[Stored data]
Segment Open
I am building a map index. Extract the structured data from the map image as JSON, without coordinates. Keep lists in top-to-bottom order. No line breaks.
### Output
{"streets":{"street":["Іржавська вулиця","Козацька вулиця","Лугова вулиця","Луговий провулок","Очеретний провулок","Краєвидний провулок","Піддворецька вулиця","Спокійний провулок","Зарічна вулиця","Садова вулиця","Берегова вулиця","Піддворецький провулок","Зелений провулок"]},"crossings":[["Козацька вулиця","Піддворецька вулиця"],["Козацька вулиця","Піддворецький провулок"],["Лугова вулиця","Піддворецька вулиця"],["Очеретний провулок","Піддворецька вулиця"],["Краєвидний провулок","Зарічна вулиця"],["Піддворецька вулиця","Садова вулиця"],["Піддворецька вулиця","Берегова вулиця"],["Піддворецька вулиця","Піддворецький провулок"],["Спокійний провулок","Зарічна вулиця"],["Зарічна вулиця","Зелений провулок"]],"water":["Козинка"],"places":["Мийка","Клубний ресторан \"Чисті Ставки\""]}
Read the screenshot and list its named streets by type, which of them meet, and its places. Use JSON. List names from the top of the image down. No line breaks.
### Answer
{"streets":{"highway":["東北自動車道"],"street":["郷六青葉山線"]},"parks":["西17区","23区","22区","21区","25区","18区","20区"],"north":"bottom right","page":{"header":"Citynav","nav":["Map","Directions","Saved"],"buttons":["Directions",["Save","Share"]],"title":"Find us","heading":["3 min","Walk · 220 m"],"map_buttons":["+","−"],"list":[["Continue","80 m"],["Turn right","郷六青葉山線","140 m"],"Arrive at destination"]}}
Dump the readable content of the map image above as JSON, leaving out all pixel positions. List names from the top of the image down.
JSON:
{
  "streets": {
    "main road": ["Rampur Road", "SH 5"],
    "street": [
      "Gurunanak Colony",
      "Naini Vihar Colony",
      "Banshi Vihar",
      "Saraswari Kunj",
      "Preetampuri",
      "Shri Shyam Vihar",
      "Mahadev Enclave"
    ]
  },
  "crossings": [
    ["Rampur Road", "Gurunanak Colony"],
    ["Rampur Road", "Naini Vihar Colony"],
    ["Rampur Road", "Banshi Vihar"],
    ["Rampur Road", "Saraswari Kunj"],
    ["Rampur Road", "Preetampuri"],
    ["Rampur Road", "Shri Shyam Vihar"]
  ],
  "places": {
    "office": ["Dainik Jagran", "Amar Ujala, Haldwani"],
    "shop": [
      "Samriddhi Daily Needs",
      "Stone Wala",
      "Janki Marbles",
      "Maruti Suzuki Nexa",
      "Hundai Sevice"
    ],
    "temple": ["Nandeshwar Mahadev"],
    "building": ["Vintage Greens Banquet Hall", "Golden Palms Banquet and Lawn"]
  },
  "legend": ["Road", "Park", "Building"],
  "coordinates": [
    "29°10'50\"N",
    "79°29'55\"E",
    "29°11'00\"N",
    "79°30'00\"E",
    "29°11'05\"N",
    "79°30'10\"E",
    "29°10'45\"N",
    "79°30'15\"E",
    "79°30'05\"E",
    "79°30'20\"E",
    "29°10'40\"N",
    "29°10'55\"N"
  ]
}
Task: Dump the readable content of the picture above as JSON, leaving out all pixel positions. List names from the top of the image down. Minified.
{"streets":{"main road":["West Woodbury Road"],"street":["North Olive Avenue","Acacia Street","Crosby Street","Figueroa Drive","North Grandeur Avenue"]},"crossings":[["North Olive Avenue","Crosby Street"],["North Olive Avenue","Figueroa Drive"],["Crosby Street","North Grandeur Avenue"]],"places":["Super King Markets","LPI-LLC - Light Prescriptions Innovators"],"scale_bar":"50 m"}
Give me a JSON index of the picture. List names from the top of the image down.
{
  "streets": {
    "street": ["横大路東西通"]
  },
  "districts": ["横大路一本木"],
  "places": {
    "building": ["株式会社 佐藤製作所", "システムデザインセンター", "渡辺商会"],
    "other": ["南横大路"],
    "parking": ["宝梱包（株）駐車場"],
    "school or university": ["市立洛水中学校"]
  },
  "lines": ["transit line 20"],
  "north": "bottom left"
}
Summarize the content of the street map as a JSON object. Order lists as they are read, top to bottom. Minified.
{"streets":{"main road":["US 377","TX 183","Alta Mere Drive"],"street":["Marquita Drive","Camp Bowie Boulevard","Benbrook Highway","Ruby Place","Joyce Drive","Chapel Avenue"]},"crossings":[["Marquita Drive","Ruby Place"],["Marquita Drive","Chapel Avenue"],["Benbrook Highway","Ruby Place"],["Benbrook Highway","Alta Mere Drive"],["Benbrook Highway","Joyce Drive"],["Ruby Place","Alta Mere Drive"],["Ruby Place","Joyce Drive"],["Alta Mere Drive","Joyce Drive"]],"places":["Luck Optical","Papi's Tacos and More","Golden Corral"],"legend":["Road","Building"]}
Segment Closed
Every line of the records that includes the word "breaks" should be gathered.

### Result of this exercise
I am building a map index. Extract the structured data from the map image as JSON, without coordinates. Keep lists in top-to-bottom order. No line breaks.
Read the screenshot and list its named streets by type, which of them meet, and its places. Use JSON. List names from the top of the image down. No line breaks.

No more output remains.